实战-记一次相当曲折的渗透

原文作者：羊羊，转载于先知社区，侵删。

记一次曲折的渗透

一.前言

这是一次非常曲折的渗透测试，也让我学到了很多。

二.逻辑漏洞

收集子域名，看到一个项目管理的网站

先随机测试了几个弱口令，没有验证码，也没有失败次数限制，上burp爆破，无果后，尝试看有没有逻辑缺陷可以绕过
抓包抓到404，改成200然后放行

浏览器出现了后台界面，而且没有被重定向到登陆界面

正当我喜出望外的时候，却发现很多功能点的API都返回报错，无法正常使用，猜测是后端对登录用户的token进行了验证。
还好用户管理处的API正常返回了数据，F12修改一下text，轻轻松松拿到管理员密码

随即退出，用刚 才获取到的密码重新登录，现实却狠狠给了我当头一棒，密码错误，百思不解，难道系统API返回的数据还可能有错吗？
结果，真的可能。
重新抓包改包登入系统，在burp里仔细看了下用户管理api返回的json

发现所有用户的密码都是统一的，都是该公司旗下某产品的英文名。猜测可能是为了防止密码被泄露，后端对返回的密码进行了过滤了，统一修改了。
无奈，只能继续找找还能正常使用的功能点，发现一个数据库备份下载，想着可以从数据库备份中翻到管理员密码

点击下载之后却没有任何反应，看了下burp，点击下载后发送了一个checkPower的包，返回false，猜测是用来验证有没有下载权限的

还是抓包修改成200

然后成功下载到文件，打开搜索user字样，密码没有加密，这下是终于成功拿到管理员密码了，登录上去。

三.敏感信息搜集

然而找了半天也没发现其他可以利用的点了，没有文件上传的点，试了几个接口也没发现可以注入的。
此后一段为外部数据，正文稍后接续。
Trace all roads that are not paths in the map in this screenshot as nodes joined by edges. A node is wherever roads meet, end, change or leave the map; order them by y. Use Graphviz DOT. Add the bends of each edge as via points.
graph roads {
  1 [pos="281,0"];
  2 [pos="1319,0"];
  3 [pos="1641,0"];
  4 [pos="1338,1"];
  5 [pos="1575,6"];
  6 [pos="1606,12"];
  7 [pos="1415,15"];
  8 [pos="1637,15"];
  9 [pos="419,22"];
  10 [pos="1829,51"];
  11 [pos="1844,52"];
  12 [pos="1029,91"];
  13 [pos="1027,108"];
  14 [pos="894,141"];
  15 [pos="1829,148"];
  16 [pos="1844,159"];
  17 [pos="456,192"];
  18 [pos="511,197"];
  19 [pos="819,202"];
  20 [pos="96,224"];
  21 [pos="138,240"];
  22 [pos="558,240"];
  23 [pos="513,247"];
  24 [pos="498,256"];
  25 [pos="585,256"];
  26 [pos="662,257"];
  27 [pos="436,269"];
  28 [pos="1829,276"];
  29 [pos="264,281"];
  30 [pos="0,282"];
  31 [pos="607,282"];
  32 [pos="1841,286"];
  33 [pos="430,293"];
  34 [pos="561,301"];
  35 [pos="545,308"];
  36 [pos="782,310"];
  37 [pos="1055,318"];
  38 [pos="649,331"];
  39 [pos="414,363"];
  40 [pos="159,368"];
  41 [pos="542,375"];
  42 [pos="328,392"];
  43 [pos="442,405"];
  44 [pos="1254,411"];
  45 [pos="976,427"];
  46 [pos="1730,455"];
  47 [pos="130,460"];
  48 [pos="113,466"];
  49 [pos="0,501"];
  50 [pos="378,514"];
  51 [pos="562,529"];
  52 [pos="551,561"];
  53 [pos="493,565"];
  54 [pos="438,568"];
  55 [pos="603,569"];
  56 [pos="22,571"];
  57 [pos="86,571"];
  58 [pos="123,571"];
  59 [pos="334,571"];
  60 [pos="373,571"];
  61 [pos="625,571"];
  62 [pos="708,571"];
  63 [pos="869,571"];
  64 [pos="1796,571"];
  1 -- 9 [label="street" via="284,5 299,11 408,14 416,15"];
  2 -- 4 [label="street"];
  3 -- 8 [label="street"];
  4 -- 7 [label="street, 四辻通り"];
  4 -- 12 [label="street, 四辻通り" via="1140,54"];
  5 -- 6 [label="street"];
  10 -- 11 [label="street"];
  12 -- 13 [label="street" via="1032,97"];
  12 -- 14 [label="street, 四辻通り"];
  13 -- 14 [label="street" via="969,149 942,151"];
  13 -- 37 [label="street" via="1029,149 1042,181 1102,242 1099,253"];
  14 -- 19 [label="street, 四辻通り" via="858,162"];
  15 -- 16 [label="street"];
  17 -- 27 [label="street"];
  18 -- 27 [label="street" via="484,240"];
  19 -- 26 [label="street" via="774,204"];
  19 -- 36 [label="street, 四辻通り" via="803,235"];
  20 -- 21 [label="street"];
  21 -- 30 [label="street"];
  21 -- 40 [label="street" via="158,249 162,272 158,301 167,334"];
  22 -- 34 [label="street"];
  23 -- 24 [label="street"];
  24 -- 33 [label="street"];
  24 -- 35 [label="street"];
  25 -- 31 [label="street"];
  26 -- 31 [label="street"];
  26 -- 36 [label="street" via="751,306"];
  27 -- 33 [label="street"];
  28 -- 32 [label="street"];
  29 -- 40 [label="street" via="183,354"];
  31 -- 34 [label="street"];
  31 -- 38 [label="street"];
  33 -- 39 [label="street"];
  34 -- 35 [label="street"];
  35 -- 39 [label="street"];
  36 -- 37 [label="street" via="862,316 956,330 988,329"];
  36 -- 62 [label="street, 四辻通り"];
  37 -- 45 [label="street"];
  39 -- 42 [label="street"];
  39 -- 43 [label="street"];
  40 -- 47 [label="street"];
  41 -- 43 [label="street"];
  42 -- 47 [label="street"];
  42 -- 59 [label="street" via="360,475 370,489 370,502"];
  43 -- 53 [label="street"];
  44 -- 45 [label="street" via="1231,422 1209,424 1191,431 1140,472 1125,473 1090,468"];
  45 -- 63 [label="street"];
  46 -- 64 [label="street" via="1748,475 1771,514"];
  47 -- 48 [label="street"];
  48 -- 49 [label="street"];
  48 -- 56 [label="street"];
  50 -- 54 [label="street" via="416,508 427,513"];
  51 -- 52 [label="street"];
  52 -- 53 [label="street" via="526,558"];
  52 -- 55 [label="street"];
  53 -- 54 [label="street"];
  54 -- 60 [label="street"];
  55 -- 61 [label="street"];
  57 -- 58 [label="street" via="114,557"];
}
将注意力放到邮箱配置的地方，发现邮件设置里面有他们公司的邮件系统以及账号密码，于是登录到了root用户的邮箱

四.Getshell

通过该公司的售后网站可以发现，这是一个wordpress框架

登陆时选择忘记密码就会通过上面那个邮箱发送一个随机密码给用户

我们通过该方法得到了一个随机密码，登陆成功

然后就是简单的在主题里编辑一下，写一个一句话木马，连工具，成功getshell

五.后记

雀儿八十让我学到了很多，再不学习我都要忘了一句话木马怎么写的了，这一次的精彩部分就是拿到邮箱那里的登陆权限，邮箱里有特别特别多的敏感信息，通过那里的敏感信息可以发现，所有用户改密码都是这个邮箱随机生成一个密码然后发送给用户的，精彩精彩。